A digitalização da economia

Enviada em 08/11/2022

O mito da caverna, de Platão descreve a situação de pessoas que se recusavam a observar a verdade em virtude do medo de sair da sua zona de conforto. Fora da alusão, a realidade caracteriza-se com a mesma problemática no que diz respeito a digitalização da economia. Diante dessa perspectiva, percebe-se a consolidação de um grave problema, em autarcia da formação familiar e falta de conhecimento.
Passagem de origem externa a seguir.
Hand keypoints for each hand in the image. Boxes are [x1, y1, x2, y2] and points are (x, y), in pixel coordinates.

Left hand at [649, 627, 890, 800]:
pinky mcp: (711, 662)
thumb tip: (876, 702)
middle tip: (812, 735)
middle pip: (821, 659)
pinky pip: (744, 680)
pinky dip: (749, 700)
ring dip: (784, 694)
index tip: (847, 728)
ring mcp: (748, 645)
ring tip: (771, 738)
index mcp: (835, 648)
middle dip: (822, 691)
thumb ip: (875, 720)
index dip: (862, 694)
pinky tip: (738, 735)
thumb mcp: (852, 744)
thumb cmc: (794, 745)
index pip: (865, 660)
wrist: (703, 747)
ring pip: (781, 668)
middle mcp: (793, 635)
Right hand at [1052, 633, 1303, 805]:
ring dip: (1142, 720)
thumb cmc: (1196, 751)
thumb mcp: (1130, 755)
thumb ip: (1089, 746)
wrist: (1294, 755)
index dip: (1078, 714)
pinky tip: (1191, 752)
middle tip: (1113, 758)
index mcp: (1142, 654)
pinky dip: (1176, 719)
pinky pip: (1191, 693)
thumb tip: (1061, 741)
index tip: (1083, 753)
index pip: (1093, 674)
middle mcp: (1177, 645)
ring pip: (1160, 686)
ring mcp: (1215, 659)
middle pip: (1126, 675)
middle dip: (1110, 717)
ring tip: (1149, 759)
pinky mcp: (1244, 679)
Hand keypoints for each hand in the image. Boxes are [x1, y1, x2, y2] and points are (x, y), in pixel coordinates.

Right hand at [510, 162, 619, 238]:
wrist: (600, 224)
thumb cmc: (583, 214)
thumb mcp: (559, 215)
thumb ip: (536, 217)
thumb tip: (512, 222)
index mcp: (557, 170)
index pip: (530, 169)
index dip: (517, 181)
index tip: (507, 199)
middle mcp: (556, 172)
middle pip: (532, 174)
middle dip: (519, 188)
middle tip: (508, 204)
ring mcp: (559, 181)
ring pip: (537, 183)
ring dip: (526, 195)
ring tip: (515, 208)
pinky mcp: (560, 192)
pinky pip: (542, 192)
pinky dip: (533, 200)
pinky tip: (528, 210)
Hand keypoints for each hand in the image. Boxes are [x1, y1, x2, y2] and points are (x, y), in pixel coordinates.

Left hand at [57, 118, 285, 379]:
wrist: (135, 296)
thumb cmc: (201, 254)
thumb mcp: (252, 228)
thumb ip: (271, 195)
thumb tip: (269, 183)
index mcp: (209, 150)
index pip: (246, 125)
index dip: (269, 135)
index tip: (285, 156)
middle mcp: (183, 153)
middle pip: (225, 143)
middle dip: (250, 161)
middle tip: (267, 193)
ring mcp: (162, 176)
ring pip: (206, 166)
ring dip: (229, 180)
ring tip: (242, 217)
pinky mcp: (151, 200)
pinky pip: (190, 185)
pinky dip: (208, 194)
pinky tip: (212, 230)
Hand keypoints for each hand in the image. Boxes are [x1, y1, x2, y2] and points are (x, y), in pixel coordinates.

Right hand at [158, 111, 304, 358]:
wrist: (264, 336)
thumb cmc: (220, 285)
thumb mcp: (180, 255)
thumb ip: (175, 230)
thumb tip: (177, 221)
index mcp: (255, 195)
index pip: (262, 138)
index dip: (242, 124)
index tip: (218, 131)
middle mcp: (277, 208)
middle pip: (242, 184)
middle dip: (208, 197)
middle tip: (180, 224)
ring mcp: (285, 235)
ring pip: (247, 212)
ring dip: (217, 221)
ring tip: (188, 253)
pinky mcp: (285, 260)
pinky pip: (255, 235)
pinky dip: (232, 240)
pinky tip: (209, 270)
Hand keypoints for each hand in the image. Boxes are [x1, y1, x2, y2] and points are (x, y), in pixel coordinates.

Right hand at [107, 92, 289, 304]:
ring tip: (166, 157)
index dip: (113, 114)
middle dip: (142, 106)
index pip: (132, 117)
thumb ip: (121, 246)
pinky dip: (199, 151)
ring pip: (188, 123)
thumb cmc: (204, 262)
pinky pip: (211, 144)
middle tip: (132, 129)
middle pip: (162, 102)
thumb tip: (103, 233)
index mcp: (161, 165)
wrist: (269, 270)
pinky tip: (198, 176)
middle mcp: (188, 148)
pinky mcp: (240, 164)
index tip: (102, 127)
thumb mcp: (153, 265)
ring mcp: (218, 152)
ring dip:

Em primeira análise, a formação familiar mostra-se como um dos desafios para à solução desse imbróglio. de acordo com o sociólogo Talcott Parsons, a família é uma máquina que produz personalidades humanas. Por essa ótica, a problemática da digitalização da economia apresenta-se como um pensamento passado de geração em geração, o que dificulta seu extermínio por forças externas. Dessa forma, para combater essa óbice no Brasil, os caminhos devem estar centrados, inicialmente, na mudança de mentalidade das famílias.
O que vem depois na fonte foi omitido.